Demônio de Neon

Demônio de Neon é mais um filme de Nicolas Winding Refn que centra sua história em um protagonista que é consumido por seu sonho. A narrativa de Jesse (Elle Fanning) é baseada na perda de sua inocência e a afirmação de sua personalidade tímida, mas perigosa, como ela diz. O mundo da moda, fotografia e passarelas é o palco onde vemos Jesse desabrochar e onde Refn explora a história de mais uma modelo devorada pela indústria fashion. No entanto, o diretor não consegue dosar seus anseios criativos ao desenvolver a história, caminha na direção oposta do apresentado nos dois primeiros atos do filme e se rende a fetiches visuais e temáticos desnecessários e desagradáveis.

Com apenas 16 anos, Jesse chega a Los Angeles para tentar uma carreira como modelo. Sem família na cidade e sem os pais, ela faz amizade com Ruby (Jena Malone), uma maquiadora que a apresenta a outras modelos e demonstra, desde o início, um interesse maior do que uma simples amizade. A inocência de Jesse é percebida pelo modo como ela fala, sua linguagem corporal e, claro, sua experiência de vida. Ela confessa a Dean (Klaus Glusman), que tem um interesse romântico por ela, que terá de mentir sobre sua idade, pois Jan (Christina Hendricks), que a contratou como modelo, exigiu que ela usasse uma idade maior do que ela possui para evitar problemas. Uma simples mentira como essa parece incomodar profundamente a garota, o que aumenta a sua áurea de ingenuidade. Todos que ficam ao redor de Jesse conseguem perceber aquela “coisa” que a diferencia das outras modelos. A beleza natural, sem plásticas, a inocência, uma pureza que poucas pessoas possuem, fazem dela um “sol no inverno”, como uma modelo diz para ela.

Refn estabelece o tema principal em volta da inocência de Jesse, questionando as intenções daqueles que a cercam e flerta em alguns momentos com a banalização e supervalorização da beleza. Os temas levantados por ele são relevantes, mas a sutileza com que são abordados é quase inexistente. Todos olham para Jesse com inveja e ela é jogada em um grupo de mulheres falsas que emanam hostilidade. Os diálogos entre elas – a maioria deles expositivos e fracos – tratam de suas cirurgias plásticas, suas carreiras e nunca possuem relevância. Outro problema que Demônio de Neon enfrenta é a falta de desenvolvimento dos personagens, que resulta em atuações horizontais e que dependem muito do visual do longa para terem um pouco de profundidade. Nem Fanning é munida de informações suficientes para dar mais vida e construir um personagem que apresente uma narrativa completa e com desenvolvimento interessante.

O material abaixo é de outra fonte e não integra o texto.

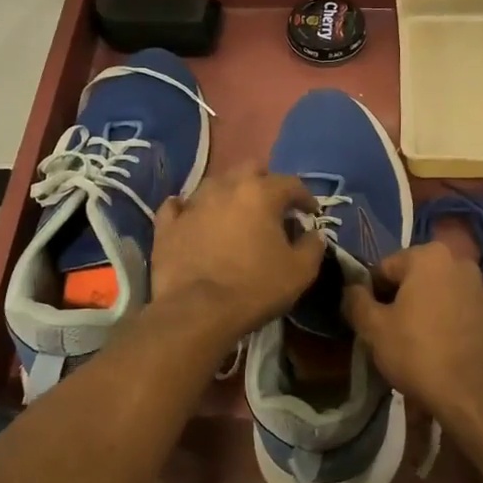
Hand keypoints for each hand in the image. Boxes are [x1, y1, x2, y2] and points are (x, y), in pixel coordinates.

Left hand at [150, 168, 328, 341]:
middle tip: (273, 206)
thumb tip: (314, 234)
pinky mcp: (168, 225)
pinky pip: (178, 207)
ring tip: (237, 213)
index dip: (305, 197)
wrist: (196, 312)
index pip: (291, 183)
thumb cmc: (254, 288)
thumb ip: (313, 246)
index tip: (310, 213)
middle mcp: (225, 188)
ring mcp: (193, 204)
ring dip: (230, 193)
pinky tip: (193, 216)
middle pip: (250, 170)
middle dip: (266, 183)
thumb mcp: (300, 272)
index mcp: (261, 193)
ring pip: (215, 184)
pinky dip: (189, 209)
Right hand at [342, 242, 482, 422]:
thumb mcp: (374, 329)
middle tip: (393, 335)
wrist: (477, 396)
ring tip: (422, 348)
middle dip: (404, 301)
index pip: (385, 268)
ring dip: (431, 312)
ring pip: (444, 297)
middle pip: (418, 280)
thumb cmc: (419, 354)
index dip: (372, 294)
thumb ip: (356, 301)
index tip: (369, 321)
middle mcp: (462, 263)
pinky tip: (449, 353)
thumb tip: (351, 288)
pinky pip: (467, 316)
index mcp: (430, 256)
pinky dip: (455, 327)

O filme se perde por completo quando salta do drama pessoal de Jesse para o thriller psicológico e acaba no gore absurdo que fecha o longa. As cenas que misturam realidade e sonho são claramente inspiradas em diretores como David Lynch e Stanley Kubrick, mas sem o mesmo impacto ou relevância que estes aplicam em seus filmes. Refn tem o talento para filmar essas sequências e deixá-las bonitas, mas os fundos pretos, as luzes estroboscópicas, os triângulos em neon vermelho, os enormes fundos brancos, as boates escuras e modernas que constroem a fotografia interessante de Natasha Braier perdem força pela falta de foco que a trama possui.

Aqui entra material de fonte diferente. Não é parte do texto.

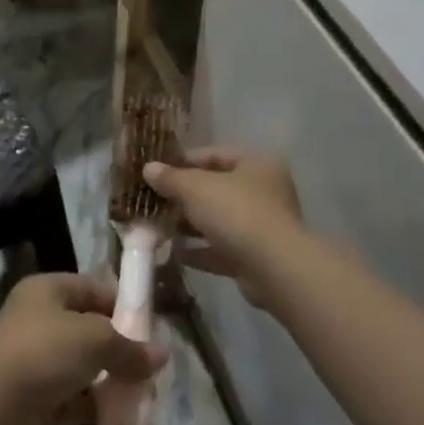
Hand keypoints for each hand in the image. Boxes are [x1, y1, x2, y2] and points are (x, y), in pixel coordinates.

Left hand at [0, 273, 165, 424]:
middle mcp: (38, 317)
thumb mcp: (94, 341)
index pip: (93, 288)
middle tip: (148, 370)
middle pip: (88, 329)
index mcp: (49, 289)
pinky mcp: (30, 396)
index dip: (123, 305)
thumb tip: (163, 355)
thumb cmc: (44, 352)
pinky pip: (69, 397)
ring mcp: (32, 357)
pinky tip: (115, 422)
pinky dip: (90, 407)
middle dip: (118, 350)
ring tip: (138, 399)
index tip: (151, 330)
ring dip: (106, 382)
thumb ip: (129, 348)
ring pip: (80, 366)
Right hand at [144, 148, 305, 311]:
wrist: (275, 269)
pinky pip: (222, 248)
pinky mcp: (256, 258)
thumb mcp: (197, 188)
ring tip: (158, 227)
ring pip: (219, 220)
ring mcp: (262, 226)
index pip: (215, 155)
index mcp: (256, 164)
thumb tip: (148, 168)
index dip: (184, 160)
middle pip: (217, 188)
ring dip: (190, 224)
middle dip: (185, 196)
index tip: (157, 170)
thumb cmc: (237, 213)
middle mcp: (264, 191)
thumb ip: (171, 178)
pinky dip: (200, 250)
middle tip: (154, 200)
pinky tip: (174, 253)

Uma característica dos filmes de David Lynch é o momento em que a trama sofre alguma ruptura e tudo se transforma, a linha que distingue o sonho da realidade fica opaca. Em Demônio de Neon, Refn tenta algo parecido na sequência em que um animal selvagem entra no quarto de Jesse, e Hank (Keanu Reeves) é chamado para tirá-lo de lá. A partir deste ponto da história, toda inocência e pureza que Jesse apresentou dá lugar a uma postura mais sexual, confiante e que se assemelha a das outras modelos. Na sequência seguinte, ela faz um ensaio fotográfico nua e se desprende totalmente de suas inseguranças. Este artifício funciona com Lynch pois ele distorce a narrativa e provoca o espectador a duvidar se o que está acontecendo se passa no mundo real ou no mundo dos sonhos. Aqui, não temos dúvida que tudo se passa no plano real, com algumas sequências que têm um apelo visual que se assemelham a de um sonho. Essa mudança repentina na personalidade de Jesse não tem qualquer construção ou motivação suficiente que fosse justificável e se ligasse à cena do animal, além de tornar o uso desse artifício óbvio.

Nicolas Winding Refn conseguiu estabelecer um visual próprio em Drive Só Deus perdoa, mas se apaixonou demais pelo próprio estilo. Após essa mudança na personalidade de Jesse, o filme se torna um conjunto de fetiches de mau gosto, resoluções fracas para uma trama que não vai a lugar algum e uma conclusão grotesca, literalmente.